Personal information
- Full name: Geoffrey Haydn Moses
- Born: 24 September 1952 (age 73) Mountain Ash, Glamorgan, Wales
- Batting: Left-handed
- Bowling: Right-arm fast-medium

Domestic team information
- 1974: Cambridge University

Career statistics
| Competition | First-class | List A |
| Matches | 3 | 1 |
| Runs scored | 37 | 9 |
| Batting average | 18.50 | 9.00 |
| 100s/50s | –/– | –/– |
| Top score | 24* | 9 |
| Balls bowled | 432 | 66 |
| Wickets | 9 | 2 |
| Bowling average | 19.55 | 24.50 |
| 5 wickets in innings | 1 | – |
| 10 wickets in match | – | – |
| Best bowling | 5/31 | 2/49 |
| Catches/stumpings | –/– | –/– |
- Source: Cricinfo, 1 January 2022

= Geoffrey Moses =

Welsh cricketer and classical singer

Geoffrey Haydn Moses (born 24 September 1952) is a Welsh classical singer and former first-class cricketer.

Moses was born in September 1952 at Mountain Ash, Glamorgan. He was educated at Ystalyfera Grammar School, before going up to read history at Emmanuel College, Cambridge. While studying at Cambridge, he played first-class cricket for Cambridge University Cricket Club in 1974, making three appearances. He had one match of note, taking a five wicket haul in The University Match against Oxford University at Lord's. In his three matches, he took a total of 9 wickets with his right-arm fast-medium bowling. He also made a single List A one-day appearance for Cambridge in the 1974 Benson & Hedges Cup against Sussex at Hove, taking the wickets of Geoff Greenidge and Mark Faber for the cost of 49 runs from 11 overs, with Sussex winning the match by 186 runs.

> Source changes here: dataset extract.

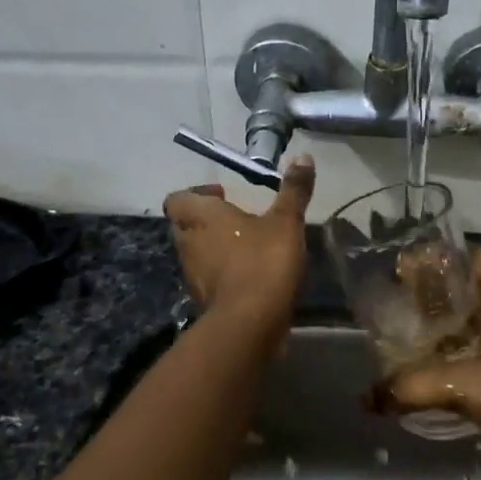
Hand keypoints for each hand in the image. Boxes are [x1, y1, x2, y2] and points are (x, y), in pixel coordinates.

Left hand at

After graduating from Cambridge, he taught at Charterhouse School. He subsequently trained to become an operatic baritone singer at the Guildhall School of Music and Drama under Bryan Drake; he later privately studied under Otakar Kraus. Moses has sung with all the major British opera companies, including The Royal Opera, the Welsh National Opera, as well as performing at the Glyndebourne Festival Opera. His discography includes Fotis in The Greek Passion conducted by Mackerras (1981), Ceprano in Rigoletto conducted by Sinopoli (1985), Hans Schwarz in Die Meistersinger von Nürnberg conducted by Haitink (1997) and Sancho in The Contrabandista under Corp (2004).